Work to complete> Copy out each line below that has the word "graph" in it.

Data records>
◆ ◆ ◆ ◆ ◆
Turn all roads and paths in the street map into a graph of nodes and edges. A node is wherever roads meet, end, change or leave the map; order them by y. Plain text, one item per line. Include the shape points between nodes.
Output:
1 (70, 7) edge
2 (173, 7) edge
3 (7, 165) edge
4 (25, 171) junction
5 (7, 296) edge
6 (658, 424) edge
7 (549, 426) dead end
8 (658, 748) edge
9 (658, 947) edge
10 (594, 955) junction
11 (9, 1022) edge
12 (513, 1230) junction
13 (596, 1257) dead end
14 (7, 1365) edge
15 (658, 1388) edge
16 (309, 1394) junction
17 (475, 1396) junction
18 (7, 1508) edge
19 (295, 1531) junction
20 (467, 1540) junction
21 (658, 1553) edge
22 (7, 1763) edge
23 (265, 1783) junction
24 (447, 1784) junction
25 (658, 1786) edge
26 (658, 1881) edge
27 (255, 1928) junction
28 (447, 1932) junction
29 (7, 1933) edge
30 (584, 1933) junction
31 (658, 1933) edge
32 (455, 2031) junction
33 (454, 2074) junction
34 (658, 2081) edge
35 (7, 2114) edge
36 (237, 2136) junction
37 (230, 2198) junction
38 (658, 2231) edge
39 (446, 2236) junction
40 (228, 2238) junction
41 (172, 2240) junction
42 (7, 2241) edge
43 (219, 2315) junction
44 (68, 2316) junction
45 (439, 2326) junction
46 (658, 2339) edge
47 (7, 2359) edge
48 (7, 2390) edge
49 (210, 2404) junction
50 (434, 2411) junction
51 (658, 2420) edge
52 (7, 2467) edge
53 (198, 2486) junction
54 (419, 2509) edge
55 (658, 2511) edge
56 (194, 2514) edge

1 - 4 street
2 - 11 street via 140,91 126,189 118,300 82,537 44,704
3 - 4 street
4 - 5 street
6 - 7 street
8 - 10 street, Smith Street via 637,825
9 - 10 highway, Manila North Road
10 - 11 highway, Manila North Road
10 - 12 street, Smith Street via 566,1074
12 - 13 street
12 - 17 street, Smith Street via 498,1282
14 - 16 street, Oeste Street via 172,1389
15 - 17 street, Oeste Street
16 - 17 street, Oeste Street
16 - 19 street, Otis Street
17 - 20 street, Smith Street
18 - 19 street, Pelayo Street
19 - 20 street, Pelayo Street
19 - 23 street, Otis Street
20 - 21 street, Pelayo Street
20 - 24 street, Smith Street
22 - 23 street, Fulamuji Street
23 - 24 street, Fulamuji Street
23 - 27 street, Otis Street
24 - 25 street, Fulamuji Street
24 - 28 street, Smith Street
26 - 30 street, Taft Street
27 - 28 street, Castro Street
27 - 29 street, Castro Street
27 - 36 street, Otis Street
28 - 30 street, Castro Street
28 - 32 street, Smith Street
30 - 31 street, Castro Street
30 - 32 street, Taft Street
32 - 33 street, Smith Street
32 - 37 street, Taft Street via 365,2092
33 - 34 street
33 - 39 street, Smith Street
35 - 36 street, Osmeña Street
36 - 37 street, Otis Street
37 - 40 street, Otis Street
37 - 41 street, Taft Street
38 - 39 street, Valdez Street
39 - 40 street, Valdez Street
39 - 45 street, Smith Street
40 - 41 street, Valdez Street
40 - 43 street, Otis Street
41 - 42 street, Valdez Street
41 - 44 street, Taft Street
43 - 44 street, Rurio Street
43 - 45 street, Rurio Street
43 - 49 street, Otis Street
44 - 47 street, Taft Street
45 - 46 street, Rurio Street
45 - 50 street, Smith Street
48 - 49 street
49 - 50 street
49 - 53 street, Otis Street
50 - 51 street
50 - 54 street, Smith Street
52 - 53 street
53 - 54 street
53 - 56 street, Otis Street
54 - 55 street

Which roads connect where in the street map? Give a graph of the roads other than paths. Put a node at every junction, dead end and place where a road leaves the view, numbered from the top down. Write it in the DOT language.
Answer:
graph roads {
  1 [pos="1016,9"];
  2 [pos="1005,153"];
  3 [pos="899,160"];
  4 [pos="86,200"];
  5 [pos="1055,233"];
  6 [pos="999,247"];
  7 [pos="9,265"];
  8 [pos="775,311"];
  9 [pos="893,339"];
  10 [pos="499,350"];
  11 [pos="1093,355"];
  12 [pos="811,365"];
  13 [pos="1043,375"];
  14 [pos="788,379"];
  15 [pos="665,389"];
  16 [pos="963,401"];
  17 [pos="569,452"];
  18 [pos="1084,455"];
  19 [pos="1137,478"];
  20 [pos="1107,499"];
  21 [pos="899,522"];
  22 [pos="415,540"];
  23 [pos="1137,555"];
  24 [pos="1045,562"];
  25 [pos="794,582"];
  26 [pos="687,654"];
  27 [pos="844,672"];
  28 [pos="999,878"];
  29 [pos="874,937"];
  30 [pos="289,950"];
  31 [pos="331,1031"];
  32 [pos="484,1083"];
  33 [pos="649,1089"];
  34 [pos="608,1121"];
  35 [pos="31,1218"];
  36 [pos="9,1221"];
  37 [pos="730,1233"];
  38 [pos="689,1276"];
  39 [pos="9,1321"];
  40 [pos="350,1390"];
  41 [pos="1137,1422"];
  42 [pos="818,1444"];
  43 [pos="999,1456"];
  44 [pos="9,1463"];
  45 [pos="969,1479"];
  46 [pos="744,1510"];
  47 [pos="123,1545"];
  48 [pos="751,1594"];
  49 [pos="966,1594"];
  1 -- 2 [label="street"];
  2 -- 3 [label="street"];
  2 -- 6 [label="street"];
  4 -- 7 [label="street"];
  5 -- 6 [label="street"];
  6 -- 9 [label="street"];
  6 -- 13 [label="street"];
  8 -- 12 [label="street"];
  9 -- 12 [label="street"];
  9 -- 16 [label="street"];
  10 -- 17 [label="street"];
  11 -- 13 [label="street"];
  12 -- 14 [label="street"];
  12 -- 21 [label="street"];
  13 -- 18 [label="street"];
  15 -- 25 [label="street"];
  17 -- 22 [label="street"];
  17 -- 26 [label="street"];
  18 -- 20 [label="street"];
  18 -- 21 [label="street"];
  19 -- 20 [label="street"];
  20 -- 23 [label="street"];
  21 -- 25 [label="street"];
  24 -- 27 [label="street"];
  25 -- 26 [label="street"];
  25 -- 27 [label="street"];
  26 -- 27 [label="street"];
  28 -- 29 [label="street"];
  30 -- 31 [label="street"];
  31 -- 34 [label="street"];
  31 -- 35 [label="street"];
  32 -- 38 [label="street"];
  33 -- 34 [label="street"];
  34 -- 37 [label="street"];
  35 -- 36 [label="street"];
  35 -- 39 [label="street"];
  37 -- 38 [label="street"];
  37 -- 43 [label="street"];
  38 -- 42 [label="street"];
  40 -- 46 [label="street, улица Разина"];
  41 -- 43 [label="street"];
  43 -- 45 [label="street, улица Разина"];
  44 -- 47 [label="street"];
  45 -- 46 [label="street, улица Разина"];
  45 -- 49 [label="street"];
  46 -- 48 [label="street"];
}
◆ ◆ ◆ ◆ ◆
Answer space>
Turn all roads and paths in the street map into a graph of nodes and edges. A node is wherever roads meet, end, change or leave the map; order them by y. Plain text, one item per line. Include the shape points between nodes.
Which roads connect where in the street map? Give a graph of the roads other than paths. Put a node at every junction, dead end and place where a road leaves the view, numbered from the top down. Write it in the DOT language.
graph roads {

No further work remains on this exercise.